By PETE YOST and LARA JAKES JORDAN
WASHINGTON — Multiple congressional computers have been hacked by people working from inside China, lawmakers said Wednesday, suggesting the Chinese were seeking lists of dissidents.
Two congressmen, both longtime critics of Beijing's record on human rights, said the compromised computers contained information about political dissidents from around the world. One of the lawmakers said he'd been discouraged from disclosing the computer attacks by other U.S. officials.
Rep. Frank Wolf, R-Va., said four of his computers were compromised beginning in 2006. New Jersey Rep. Chris Smith, a senior Republican on the House Foreign Affairs Committee, said two of the computers at his global human rights subcommittee were attacked in December 2006 and March 2007.
Wolf said that following one of the attacks, a car with license plates belonging to Chinese officials went to the home of a dissident in Fairfax County, Va., outside Washington and photographed it.
During the same time period, The House International Relations Committee — now known as the House Foreign Affairs Committee — was targeted at least once by someone working inside China, said committee spokeswoman Lynne Weil.
Wednesday's disclosures came as U.S. authorities continued to investigate whether Chinese officials secretly copied the contents of a government laptop computer during a visit to China by Commerce Secretary Carlos M. Gutierrez and used the information to try to hack into Commerce Department computers.
The Pentagon last month acknowledged at a closed House Intelligence committee meeting that its vast computer network is scanned or attacked by outsiders more than 300 million times each day.
Wolf said the FBI had told him that computers of other House members and at least one House committee had been accessed by sources working from inside China. The Virginia Republican suggested that Senate computers could have been attacked as well.
He said the hacking of computers in his Capitol Hill office began in August 2006, that he had known about it for a long time and that he had been discouraged from disclosing it by people in the U.S. government he refused to identify.
"The problem has been that no one wants to talk about this issue," he said. "Every time I've started to do something I've been told 'You can't do this.' A lot of people have made it very, very difficult."
The FBI and the White House declined to comment.
The Bush administration has been increasingly reluctant publicly to discuss or acknowledge cyber attacks, especially ones traced to China.
In the Senate, the office of Sen. Dick Durbin, D-Ill., who chairs the Senate's subcommittee on humanitarian issues, asked the sergeant at arms to investigate whether Senate computers have been compromised.

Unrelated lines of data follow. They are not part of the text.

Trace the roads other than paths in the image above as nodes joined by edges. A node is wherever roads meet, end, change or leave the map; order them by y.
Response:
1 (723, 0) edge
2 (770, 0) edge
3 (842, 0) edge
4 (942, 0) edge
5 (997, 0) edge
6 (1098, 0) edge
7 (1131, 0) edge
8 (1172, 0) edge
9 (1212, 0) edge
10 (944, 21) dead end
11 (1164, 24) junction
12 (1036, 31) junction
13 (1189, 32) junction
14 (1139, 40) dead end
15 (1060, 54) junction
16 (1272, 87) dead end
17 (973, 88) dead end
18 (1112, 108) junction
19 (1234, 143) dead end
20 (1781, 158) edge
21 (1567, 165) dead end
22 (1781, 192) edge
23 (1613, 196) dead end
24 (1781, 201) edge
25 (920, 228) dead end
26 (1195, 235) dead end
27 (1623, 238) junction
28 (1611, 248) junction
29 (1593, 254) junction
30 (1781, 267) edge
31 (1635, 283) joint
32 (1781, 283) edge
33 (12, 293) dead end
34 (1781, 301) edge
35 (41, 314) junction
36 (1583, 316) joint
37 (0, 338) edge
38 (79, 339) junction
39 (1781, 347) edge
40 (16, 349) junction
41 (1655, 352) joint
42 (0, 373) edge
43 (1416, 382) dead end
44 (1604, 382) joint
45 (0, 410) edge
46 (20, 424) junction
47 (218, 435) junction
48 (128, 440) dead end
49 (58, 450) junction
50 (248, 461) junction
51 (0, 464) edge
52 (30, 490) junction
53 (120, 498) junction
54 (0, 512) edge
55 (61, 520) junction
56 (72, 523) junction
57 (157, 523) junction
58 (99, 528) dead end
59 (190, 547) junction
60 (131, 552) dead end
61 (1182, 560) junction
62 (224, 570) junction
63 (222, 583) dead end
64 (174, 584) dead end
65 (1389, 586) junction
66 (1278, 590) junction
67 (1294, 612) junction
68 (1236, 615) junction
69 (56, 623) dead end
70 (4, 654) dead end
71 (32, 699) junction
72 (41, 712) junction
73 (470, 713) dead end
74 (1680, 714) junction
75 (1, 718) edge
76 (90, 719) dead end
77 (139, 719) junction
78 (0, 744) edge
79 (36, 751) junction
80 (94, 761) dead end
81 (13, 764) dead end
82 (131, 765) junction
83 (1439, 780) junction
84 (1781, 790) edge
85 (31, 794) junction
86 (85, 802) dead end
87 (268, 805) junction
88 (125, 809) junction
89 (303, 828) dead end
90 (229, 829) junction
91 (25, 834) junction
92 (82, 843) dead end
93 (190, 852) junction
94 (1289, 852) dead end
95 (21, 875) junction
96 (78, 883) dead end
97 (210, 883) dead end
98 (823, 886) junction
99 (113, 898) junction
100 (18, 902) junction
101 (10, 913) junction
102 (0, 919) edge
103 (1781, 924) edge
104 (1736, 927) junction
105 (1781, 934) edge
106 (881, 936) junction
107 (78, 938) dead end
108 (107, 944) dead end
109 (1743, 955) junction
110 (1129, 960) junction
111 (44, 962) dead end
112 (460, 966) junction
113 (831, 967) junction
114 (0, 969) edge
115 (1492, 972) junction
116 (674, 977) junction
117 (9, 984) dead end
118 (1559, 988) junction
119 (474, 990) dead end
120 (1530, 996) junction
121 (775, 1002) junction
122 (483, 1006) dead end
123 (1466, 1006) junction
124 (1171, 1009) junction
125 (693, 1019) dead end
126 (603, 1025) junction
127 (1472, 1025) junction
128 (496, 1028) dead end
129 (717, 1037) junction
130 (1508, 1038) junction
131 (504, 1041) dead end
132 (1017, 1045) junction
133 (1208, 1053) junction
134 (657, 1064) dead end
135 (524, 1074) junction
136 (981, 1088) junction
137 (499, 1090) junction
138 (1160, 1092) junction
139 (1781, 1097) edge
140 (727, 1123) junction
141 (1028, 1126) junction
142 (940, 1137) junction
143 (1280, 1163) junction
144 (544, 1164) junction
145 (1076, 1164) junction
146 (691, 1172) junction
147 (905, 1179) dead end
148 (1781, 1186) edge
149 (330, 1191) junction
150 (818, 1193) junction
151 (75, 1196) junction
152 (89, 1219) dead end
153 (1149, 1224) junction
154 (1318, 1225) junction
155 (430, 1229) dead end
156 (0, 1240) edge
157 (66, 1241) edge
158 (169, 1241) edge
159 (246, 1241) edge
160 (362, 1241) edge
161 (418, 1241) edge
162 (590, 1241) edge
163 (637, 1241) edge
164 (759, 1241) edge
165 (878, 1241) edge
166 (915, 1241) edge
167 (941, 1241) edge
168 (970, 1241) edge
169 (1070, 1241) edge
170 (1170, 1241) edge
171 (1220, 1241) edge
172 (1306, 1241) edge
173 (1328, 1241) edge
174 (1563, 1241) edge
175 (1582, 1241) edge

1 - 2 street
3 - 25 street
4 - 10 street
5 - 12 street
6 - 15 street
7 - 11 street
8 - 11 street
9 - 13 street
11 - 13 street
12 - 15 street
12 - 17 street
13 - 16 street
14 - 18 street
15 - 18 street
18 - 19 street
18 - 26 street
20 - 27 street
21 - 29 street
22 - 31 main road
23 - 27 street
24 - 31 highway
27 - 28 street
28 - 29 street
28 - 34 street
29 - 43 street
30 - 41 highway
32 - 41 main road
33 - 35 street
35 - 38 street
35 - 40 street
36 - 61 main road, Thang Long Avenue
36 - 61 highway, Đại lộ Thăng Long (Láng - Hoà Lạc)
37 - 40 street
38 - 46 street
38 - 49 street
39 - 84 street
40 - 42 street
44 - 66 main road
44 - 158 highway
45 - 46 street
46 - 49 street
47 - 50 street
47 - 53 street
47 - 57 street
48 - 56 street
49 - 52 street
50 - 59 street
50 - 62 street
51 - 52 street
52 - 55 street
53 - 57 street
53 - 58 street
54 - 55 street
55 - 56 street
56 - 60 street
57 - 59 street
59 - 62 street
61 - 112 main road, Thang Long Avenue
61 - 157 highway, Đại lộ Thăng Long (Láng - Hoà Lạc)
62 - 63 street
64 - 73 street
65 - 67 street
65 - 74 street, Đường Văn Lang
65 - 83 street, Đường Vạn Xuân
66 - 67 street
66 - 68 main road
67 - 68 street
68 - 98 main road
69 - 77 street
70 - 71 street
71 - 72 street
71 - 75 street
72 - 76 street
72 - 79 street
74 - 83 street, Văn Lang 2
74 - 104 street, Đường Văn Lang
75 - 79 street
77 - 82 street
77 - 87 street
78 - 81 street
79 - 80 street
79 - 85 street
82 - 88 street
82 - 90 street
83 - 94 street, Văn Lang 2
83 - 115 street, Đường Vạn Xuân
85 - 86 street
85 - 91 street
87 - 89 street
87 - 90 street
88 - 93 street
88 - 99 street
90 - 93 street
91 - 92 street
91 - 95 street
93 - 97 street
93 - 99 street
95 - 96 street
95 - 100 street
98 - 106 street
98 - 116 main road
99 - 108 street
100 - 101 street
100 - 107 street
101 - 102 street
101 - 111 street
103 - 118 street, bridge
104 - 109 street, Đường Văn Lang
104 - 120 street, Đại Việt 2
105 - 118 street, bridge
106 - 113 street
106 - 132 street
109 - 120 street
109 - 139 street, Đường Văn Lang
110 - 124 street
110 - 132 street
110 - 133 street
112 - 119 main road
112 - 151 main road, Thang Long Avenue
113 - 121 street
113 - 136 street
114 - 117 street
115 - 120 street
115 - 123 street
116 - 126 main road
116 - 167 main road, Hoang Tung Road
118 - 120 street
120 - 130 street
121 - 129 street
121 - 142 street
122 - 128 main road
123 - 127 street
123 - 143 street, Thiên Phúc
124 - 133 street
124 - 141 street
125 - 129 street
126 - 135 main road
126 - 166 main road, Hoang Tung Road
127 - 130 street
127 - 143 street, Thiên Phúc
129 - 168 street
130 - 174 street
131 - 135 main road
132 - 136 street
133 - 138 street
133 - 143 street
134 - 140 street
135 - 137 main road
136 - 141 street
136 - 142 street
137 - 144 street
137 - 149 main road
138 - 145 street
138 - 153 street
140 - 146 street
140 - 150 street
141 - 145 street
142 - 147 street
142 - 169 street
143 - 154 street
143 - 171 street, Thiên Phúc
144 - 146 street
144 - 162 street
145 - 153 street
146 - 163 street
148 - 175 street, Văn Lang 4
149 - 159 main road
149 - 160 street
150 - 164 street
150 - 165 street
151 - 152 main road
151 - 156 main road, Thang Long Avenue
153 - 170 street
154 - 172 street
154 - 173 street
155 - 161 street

Wolf said the first computer hacked in his office belonged to the staffer who works on human rights cases and that others included the machines of Wolf's chief of staff and legislative director.
"They knew which ones to get," said Dan Scandling, who currently is on leave of absence from his job as Wolf's chief of staff. "It was a very sophisticated operation," he said. "The FBI verified that it had been done."
Smith said the attacks on his office computers were "very much an orchestrated effort."
He said that after the first intrusion in December 2006, "that was the last time" his office put the names of dissidents on its computers.
Smith said the intrusions were discovered when House technicians found a virus that seemed designed to take control of the computers. Technical experts who cleaned the computers reported that the attacks seemed to come from the People's Republic of China.
In Beijing, the Chinese Ministry of Foreign Affairs had no immediate comment on the allegations by Wolf and Smith.
Last week, China denied the accusations regarding Gutierrez's laptop and the alleged effort to hack Commerce Department computers.
Wolf said he was introducing a House resolution that would help ensure protection for all House computers and information systems.
It calls for the chief administrative officer and sergeant at arms of the House, in consultation with the FBI, to alert members and their staffs to the danger of electronic attacks. Wolf also wants lawmakers to be fully briefed on ways to safeguard official records from electronic security breaches.
"My own suspicion is I was targeted by China because of my long history of speaking out about China's abysmal human rights record," Wolf said in a draft of remarks he prepared to give on the House floor.
He said Congress should hold hearings, specifically the House Intelligence Committee, Armed Services Committee and Government Operations Committee.
Speaking generally in May 2006, Wolf called Chinese spying efforts "frightening" and said it was no secret that the United States is a principal target of Chinese intelligence services.
Wolf thinks that President Bush should stay away from the Olympics because of China's human rights record.
He also has been outspoken on the subject of violence in the Darfur region of Sudan, where China has major oil interests.
Smith has introduced the Global Online Freedom Act which would prohibit U.S. Internet companies from cooperating with countries such as China that restrict information about human rights and democracy on the Internet.
Wolf and Smith both traveled to Beijing 17 years ago seeking the release of 77 people imprisoned or under house arrest because of their religious activities.
Associated Press writers Ted Bridis and Laurie Kellman contributed to this report.